**TASK REQUIREMENTS**
Check every line of the entries below for "body", and copy the lines that have it.
*** Opening of DATA FOR THIS EXERCISE ***
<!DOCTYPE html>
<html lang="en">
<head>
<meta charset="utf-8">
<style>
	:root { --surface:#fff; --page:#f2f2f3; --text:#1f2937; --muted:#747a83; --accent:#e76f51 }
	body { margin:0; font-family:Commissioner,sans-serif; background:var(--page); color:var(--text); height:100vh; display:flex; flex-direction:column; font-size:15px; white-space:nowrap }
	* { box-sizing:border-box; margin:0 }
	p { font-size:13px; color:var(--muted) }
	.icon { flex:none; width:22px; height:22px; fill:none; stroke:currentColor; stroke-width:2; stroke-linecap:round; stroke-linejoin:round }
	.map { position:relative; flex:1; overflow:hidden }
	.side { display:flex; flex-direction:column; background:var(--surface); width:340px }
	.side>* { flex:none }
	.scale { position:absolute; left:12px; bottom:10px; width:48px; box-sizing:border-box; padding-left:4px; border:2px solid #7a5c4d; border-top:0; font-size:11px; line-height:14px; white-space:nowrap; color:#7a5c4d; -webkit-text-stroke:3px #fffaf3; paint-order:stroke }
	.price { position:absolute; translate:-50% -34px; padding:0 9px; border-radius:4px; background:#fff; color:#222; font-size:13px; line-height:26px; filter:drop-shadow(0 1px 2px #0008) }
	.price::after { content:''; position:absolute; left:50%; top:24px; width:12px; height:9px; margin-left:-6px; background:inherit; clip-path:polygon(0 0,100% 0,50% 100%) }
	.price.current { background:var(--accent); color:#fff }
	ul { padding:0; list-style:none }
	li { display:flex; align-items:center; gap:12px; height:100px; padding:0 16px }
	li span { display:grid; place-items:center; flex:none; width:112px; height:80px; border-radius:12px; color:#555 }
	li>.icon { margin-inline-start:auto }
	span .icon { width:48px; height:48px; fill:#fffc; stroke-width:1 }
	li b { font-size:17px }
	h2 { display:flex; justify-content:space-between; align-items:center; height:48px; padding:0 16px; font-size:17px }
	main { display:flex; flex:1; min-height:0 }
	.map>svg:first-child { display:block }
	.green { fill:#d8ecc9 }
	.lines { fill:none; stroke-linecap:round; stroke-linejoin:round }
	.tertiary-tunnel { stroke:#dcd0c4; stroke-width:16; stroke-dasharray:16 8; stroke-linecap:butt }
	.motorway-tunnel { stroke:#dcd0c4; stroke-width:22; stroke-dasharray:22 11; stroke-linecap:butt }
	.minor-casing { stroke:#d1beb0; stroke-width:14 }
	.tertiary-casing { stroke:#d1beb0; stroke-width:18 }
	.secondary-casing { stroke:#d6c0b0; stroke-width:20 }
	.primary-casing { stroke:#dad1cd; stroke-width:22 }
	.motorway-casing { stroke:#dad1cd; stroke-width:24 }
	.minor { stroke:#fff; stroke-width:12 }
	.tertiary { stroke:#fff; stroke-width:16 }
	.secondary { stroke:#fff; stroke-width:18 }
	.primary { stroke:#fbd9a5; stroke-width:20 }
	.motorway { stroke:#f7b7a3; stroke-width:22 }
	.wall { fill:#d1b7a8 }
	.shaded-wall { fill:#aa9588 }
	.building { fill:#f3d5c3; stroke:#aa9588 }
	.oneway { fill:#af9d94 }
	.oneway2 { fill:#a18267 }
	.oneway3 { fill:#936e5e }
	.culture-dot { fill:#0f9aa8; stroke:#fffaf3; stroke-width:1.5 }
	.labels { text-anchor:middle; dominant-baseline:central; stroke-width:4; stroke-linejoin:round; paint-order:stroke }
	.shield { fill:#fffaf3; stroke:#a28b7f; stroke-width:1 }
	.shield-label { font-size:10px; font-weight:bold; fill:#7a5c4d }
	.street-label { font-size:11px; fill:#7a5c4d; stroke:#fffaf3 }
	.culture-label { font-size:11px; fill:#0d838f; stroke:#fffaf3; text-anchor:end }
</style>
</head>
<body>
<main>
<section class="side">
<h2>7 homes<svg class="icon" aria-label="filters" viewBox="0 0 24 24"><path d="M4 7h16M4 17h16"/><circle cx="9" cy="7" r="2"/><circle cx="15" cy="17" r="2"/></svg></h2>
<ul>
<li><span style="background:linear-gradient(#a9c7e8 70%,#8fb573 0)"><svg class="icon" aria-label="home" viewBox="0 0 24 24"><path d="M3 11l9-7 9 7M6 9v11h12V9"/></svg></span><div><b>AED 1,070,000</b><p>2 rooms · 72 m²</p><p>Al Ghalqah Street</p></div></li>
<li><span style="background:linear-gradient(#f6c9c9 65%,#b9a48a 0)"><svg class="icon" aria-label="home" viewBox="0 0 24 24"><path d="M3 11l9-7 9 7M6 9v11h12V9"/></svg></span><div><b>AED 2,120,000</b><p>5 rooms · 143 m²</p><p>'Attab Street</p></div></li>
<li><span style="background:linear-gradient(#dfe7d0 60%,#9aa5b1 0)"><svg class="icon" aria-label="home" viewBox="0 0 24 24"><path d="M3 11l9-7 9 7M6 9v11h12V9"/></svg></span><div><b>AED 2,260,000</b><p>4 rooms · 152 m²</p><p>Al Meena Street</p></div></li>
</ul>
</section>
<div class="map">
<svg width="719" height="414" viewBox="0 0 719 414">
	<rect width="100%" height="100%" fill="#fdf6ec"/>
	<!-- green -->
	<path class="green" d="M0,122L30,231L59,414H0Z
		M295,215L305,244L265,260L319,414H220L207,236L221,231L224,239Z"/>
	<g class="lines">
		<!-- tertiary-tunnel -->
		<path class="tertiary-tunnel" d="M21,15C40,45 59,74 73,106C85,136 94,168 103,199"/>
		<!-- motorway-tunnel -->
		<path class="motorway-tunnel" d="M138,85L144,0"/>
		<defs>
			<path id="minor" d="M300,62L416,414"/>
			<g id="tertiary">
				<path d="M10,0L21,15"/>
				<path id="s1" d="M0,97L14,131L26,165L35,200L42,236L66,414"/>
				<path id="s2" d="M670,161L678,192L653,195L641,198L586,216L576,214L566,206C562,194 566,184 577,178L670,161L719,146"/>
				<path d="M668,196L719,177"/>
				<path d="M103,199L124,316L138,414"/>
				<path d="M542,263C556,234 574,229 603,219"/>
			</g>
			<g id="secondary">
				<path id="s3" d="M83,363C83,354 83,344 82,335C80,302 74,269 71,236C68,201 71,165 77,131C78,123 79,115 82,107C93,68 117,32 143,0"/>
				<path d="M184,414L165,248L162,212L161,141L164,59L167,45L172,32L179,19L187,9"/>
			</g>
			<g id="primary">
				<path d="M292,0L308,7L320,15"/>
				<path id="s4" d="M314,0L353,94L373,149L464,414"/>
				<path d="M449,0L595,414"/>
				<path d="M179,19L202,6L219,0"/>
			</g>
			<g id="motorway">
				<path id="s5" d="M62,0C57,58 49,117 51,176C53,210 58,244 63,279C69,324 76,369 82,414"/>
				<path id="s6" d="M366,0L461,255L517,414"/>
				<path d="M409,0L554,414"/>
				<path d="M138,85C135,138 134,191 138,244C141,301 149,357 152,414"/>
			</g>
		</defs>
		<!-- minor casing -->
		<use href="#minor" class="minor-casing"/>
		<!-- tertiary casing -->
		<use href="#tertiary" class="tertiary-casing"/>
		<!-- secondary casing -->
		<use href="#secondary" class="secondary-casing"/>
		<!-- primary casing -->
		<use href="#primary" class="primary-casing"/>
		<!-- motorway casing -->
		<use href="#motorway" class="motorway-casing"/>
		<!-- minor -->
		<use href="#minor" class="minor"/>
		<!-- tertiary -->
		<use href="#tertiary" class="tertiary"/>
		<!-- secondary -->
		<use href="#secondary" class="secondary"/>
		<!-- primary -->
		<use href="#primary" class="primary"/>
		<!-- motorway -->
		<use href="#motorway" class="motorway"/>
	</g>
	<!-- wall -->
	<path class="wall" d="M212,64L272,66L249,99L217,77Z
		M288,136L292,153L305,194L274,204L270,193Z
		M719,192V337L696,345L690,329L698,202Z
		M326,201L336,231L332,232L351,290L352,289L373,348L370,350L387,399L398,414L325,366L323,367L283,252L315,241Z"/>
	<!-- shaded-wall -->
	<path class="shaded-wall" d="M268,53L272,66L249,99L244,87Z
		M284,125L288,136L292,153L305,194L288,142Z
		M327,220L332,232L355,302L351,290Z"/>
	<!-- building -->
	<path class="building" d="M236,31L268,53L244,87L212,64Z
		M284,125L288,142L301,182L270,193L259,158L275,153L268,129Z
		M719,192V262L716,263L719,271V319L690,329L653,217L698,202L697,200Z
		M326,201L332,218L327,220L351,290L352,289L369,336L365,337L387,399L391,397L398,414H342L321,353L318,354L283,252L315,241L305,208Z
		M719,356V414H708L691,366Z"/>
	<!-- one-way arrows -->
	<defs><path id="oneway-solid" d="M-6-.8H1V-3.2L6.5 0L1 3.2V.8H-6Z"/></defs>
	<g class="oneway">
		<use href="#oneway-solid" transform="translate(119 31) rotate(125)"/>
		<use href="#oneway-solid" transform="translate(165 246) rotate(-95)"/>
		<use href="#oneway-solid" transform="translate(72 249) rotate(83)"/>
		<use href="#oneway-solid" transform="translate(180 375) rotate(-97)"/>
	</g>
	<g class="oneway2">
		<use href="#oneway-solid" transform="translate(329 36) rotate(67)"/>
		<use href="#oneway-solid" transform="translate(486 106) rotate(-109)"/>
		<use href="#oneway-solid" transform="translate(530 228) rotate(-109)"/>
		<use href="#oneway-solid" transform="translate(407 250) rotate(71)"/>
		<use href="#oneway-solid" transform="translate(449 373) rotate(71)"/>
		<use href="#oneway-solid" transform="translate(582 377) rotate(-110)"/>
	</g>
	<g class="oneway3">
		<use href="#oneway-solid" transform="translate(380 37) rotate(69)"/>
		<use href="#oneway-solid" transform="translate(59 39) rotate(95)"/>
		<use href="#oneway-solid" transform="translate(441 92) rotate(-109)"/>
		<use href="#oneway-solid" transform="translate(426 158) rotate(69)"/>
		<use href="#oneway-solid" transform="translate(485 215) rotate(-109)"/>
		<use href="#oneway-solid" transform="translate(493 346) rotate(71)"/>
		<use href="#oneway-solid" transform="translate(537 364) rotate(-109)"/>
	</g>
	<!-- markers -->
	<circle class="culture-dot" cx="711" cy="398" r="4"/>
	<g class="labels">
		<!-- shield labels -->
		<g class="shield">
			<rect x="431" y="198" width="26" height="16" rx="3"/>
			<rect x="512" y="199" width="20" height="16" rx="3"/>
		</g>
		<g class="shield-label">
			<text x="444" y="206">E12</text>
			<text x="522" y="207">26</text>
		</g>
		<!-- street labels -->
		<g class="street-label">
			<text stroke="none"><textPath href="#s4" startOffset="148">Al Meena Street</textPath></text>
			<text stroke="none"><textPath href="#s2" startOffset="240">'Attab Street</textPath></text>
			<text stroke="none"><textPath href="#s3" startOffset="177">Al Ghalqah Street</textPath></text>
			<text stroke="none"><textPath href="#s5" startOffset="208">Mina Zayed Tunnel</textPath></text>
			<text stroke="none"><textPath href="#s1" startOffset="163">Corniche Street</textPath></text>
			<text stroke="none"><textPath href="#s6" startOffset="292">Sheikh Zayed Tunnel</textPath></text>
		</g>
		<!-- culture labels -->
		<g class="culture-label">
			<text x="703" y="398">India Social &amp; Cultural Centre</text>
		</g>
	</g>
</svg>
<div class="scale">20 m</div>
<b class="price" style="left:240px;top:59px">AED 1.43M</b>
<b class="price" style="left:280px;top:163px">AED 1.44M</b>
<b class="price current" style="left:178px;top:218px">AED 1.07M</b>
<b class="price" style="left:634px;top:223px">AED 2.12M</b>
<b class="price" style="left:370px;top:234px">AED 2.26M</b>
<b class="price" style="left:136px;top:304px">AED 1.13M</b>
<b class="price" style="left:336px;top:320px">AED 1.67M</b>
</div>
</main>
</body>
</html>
*** Close of DATA FOR THIS EXERCISE ***
**ANSWER SPACE**
	body { margin:0; font-family:Commissioner,sans-serif; background:var(--page); color:var(--text); height:100vh; display:flex; flex-direction:column; font-size:15px; white-space:nowrap }
<body>
</body>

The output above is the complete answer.